------ RECORDS SUPPLIED ------

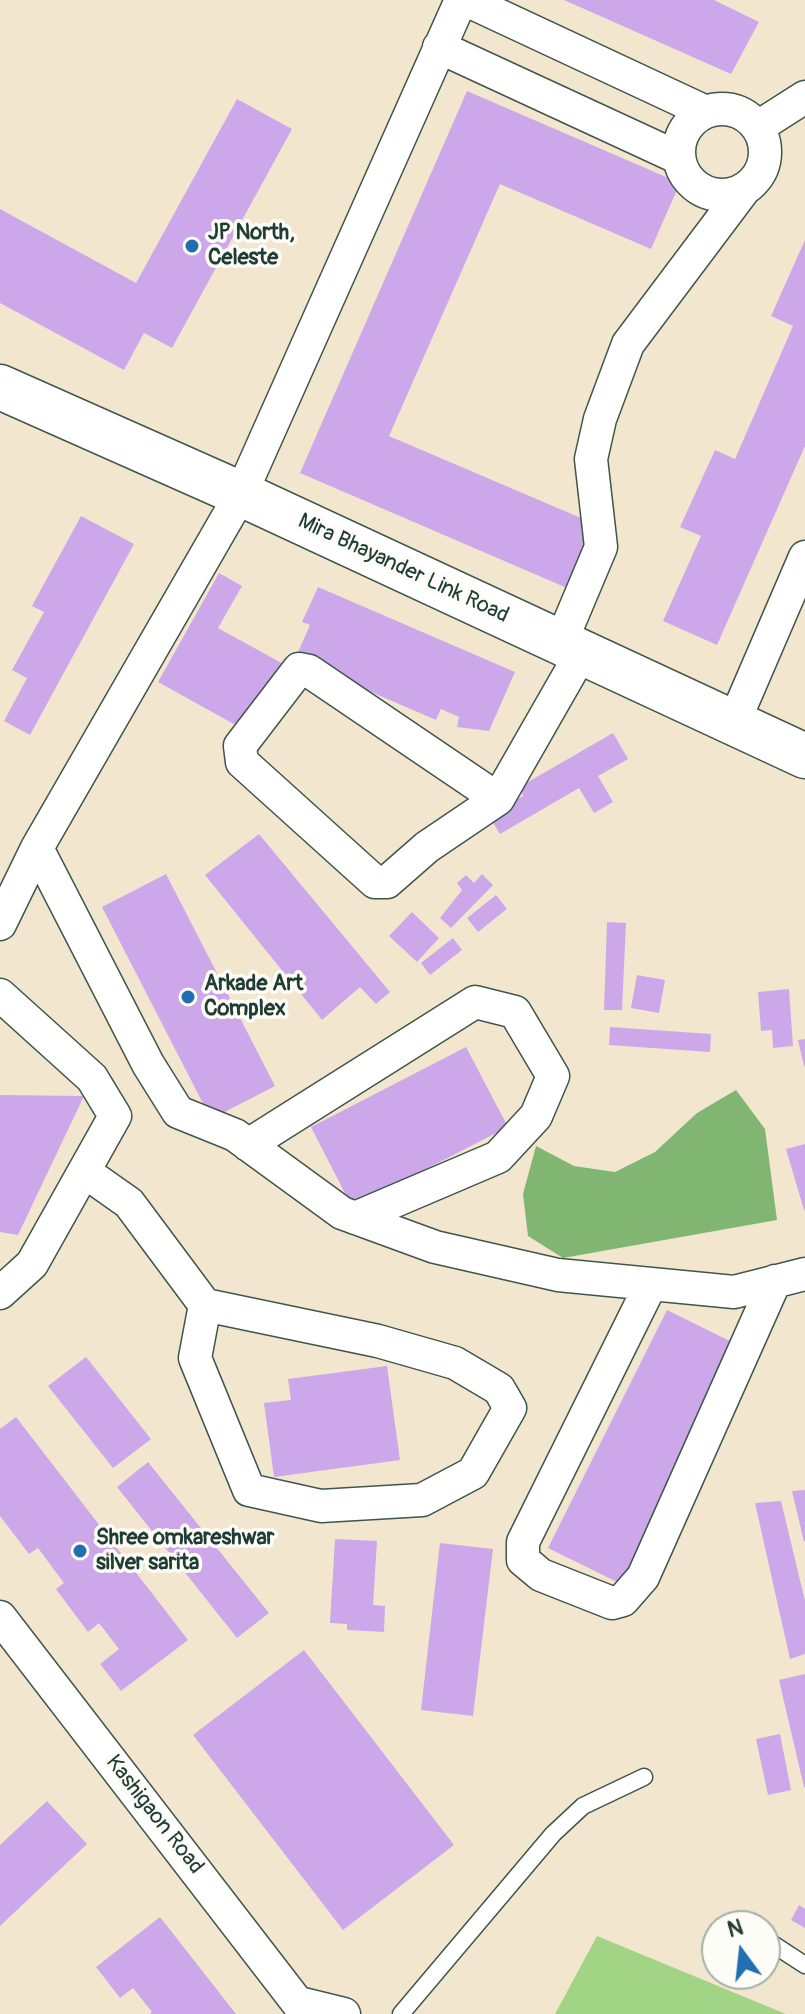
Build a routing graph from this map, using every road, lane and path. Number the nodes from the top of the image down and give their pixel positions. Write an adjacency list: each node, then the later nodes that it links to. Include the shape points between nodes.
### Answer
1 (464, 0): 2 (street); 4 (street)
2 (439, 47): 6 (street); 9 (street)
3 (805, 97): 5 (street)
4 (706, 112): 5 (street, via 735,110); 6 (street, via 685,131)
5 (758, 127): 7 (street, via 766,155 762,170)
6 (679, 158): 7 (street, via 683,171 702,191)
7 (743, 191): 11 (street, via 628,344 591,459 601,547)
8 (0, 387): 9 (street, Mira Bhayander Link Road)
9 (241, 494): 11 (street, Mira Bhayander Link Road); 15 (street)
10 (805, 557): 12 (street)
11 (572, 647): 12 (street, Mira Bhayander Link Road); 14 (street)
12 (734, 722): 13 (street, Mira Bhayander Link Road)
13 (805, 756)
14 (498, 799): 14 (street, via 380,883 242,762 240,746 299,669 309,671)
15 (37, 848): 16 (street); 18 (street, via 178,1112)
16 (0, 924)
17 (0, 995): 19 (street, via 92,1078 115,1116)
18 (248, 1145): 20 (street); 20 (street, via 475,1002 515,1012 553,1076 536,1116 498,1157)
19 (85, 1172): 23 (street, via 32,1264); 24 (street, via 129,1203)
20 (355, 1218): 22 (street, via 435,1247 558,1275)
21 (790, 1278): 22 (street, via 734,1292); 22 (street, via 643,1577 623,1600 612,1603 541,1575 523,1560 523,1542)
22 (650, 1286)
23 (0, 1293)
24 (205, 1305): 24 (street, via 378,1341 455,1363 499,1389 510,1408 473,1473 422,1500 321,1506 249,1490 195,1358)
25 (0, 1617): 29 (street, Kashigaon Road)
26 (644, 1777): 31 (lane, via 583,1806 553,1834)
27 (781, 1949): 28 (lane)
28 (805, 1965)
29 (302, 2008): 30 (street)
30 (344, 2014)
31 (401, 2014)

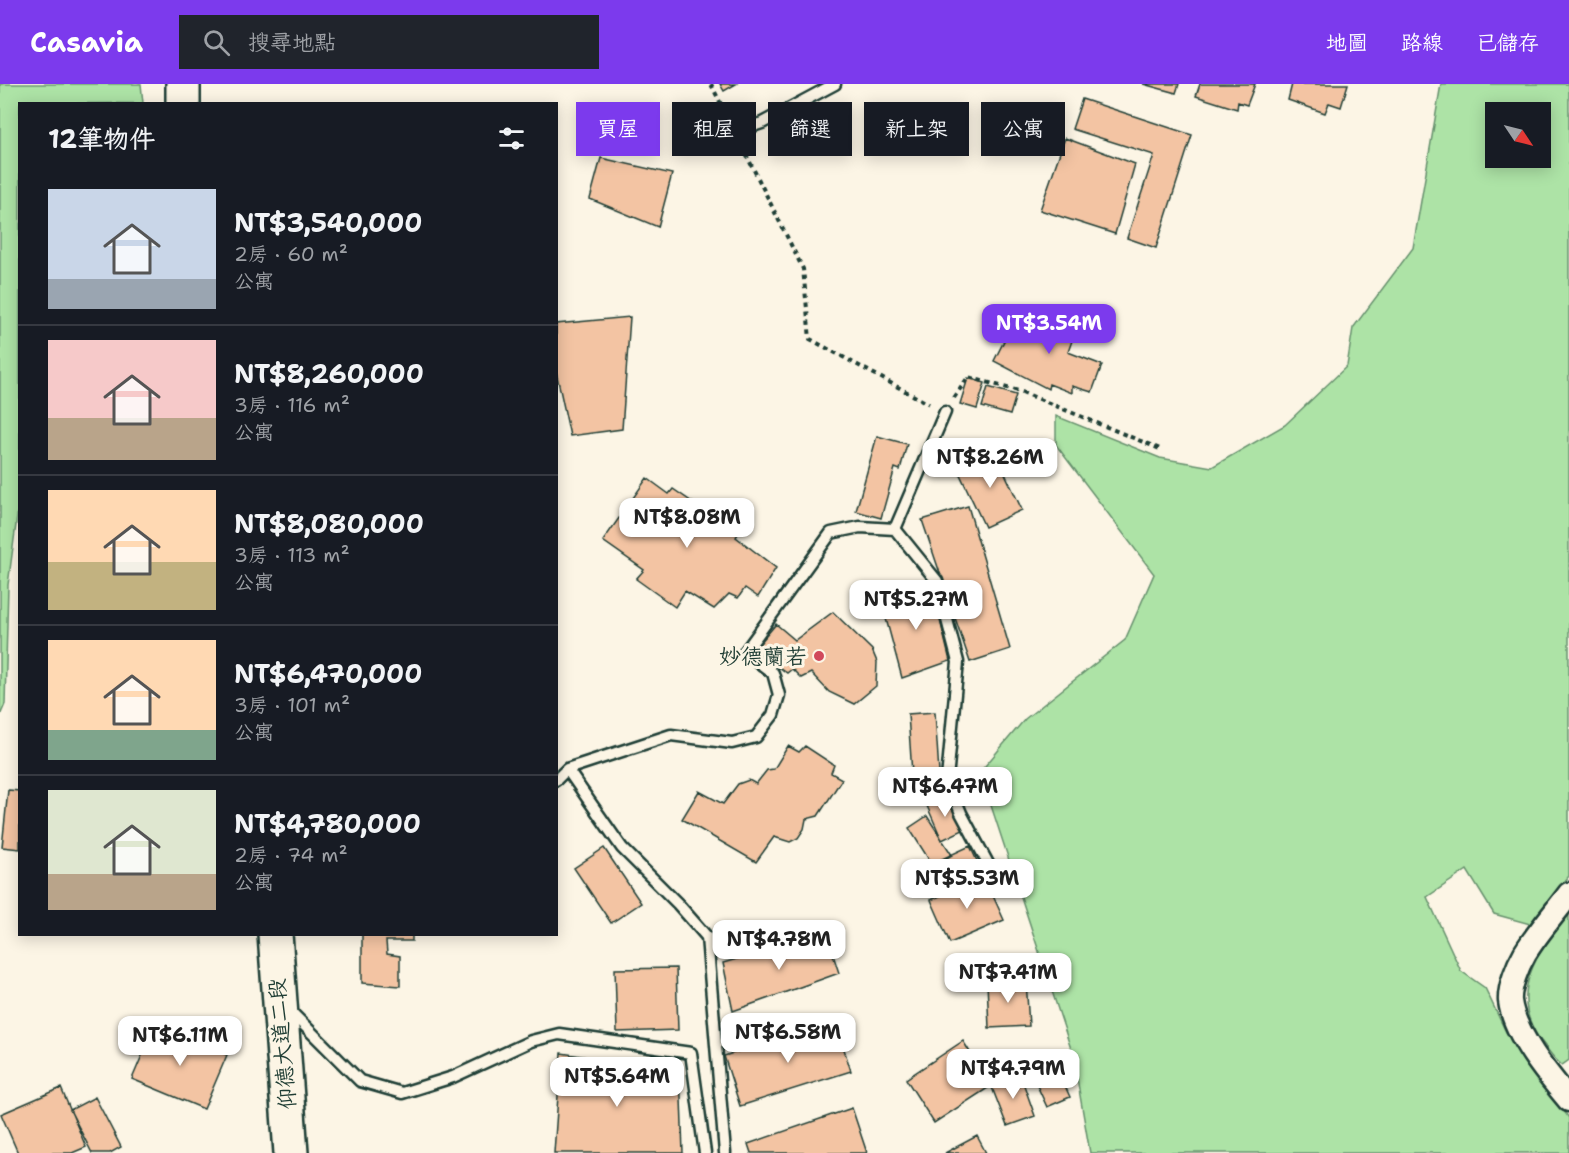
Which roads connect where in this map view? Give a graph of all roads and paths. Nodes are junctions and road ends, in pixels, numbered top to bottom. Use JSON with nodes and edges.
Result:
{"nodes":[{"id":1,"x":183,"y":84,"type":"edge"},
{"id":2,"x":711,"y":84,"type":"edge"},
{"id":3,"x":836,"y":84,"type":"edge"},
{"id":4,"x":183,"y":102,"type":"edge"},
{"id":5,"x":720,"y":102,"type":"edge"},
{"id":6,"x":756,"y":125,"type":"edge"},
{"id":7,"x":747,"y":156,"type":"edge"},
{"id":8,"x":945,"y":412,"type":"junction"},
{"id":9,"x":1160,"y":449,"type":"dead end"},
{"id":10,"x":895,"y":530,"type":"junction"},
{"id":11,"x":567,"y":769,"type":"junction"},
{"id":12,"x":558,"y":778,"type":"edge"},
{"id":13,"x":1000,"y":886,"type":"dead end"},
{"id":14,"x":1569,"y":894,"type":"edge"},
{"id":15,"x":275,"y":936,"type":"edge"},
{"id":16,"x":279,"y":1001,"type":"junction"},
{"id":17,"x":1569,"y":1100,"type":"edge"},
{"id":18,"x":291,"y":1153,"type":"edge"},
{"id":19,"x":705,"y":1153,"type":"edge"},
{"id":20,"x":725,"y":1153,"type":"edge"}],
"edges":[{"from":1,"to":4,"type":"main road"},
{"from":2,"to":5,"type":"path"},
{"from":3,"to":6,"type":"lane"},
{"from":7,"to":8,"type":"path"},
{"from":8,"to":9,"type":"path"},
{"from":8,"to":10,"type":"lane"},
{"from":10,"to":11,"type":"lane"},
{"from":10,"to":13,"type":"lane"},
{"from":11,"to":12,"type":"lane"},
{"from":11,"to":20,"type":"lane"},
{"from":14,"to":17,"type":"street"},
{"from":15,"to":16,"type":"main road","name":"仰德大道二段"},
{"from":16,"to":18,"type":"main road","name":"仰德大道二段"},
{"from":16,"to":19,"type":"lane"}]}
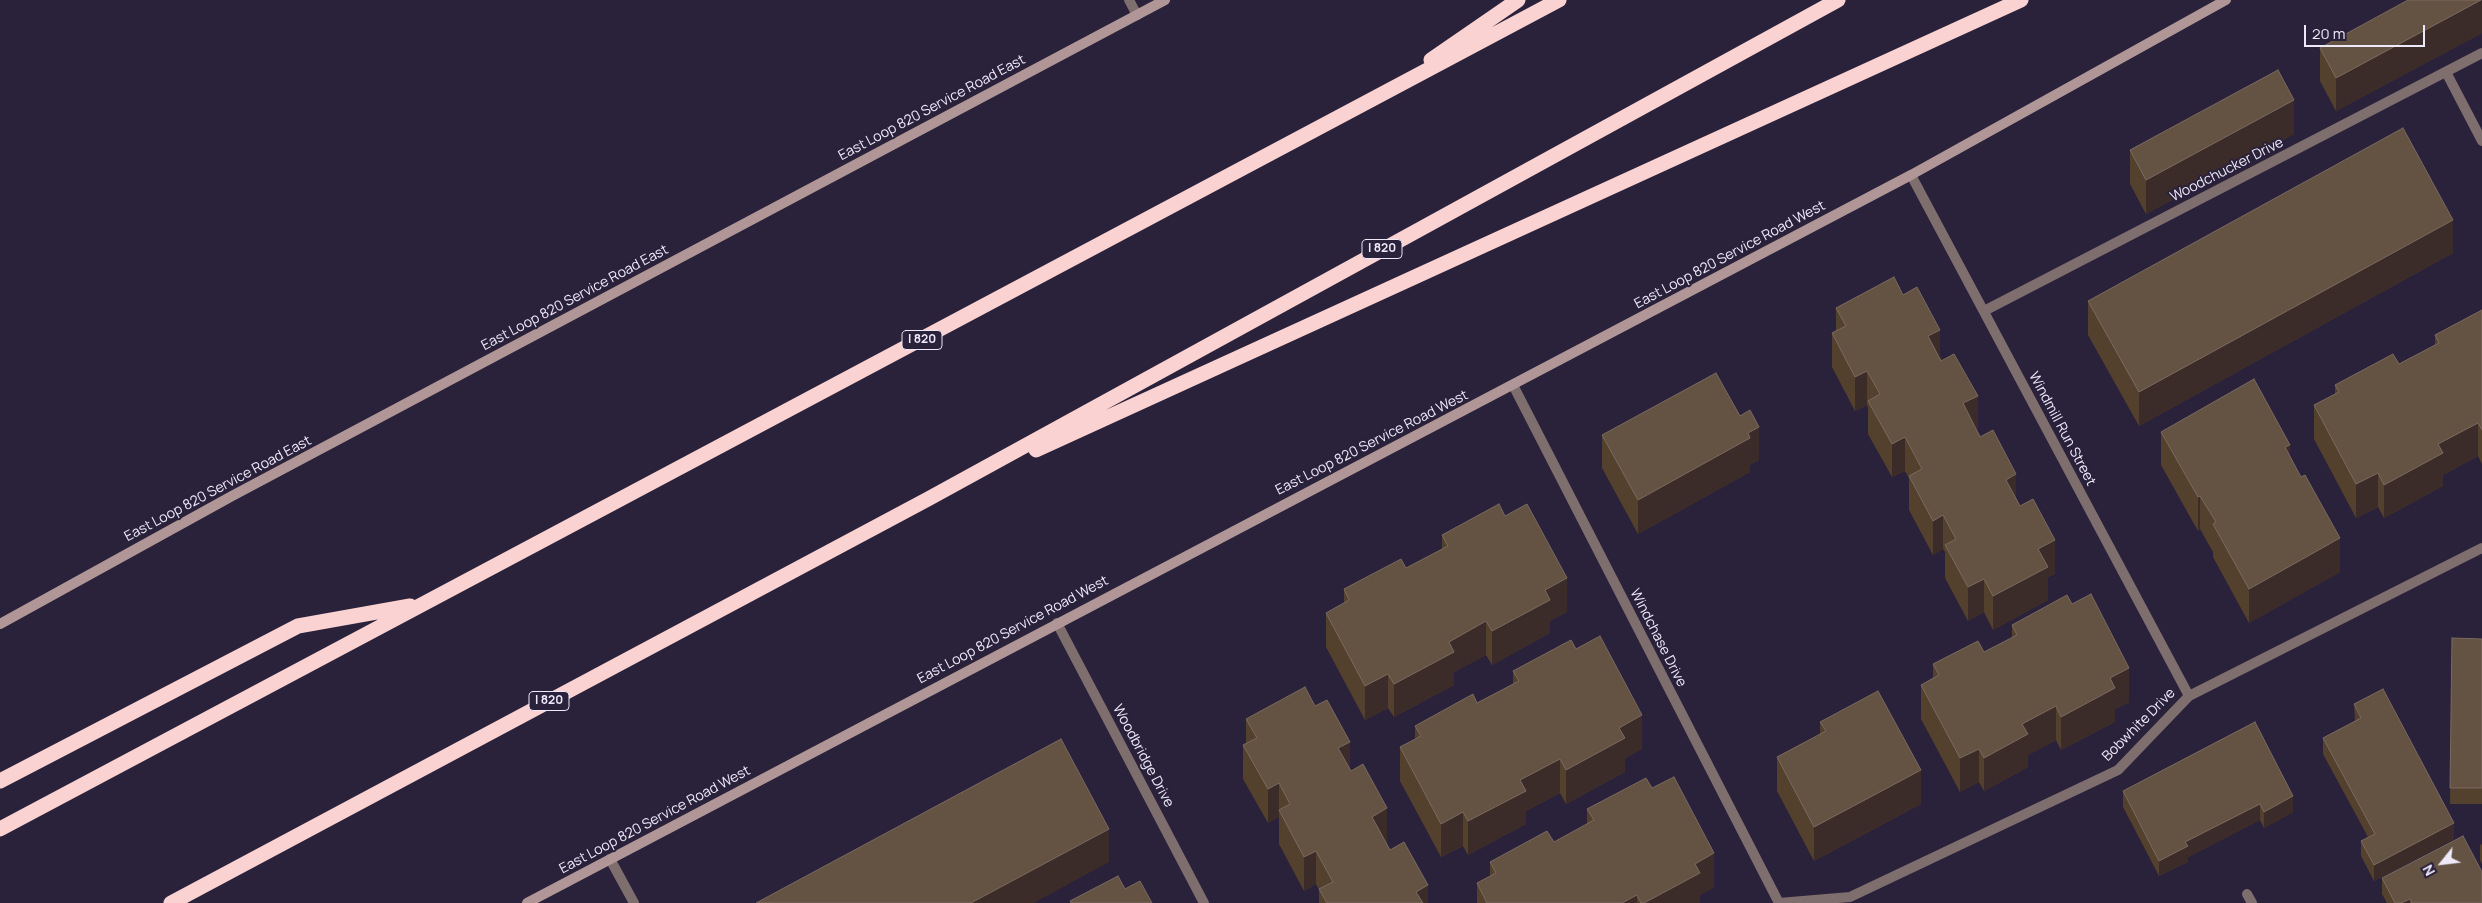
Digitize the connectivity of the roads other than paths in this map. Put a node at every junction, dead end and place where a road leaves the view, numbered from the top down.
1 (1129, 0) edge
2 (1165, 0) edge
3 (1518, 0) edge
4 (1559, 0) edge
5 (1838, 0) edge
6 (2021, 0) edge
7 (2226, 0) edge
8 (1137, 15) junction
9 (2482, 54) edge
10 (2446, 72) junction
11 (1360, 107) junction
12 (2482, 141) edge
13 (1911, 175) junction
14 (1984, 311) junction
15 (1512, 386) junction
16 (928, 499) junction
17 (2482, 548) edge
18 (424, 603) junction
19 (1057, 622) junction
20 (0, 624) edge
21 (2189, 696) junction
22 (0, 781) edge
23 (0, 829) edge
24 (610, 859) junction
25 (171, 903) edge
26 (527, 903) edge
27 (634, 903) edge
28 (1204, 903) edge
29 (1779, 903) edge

------

▶ EXERCISE GOAL
The answer must be every line of the entries that includes the word "nodes".

▶ COMPLETED EXERCISE
Build a routing graph from this map, using every road, lane and path. Number the nodes from the top of the image down and give their pixel positions. Write an adjacency list: each node, then the later nodes that it links to. Include the shape points between nodes.
Which roads connect where in this map view? Give a graph of all roads and paths. Nodes are junctions and road ends, in pixels, numbered top to bottom. Use JSON with nodes and edges.
{"nodes":[{"id":1,"x":183,"y":84,"type":"edge"},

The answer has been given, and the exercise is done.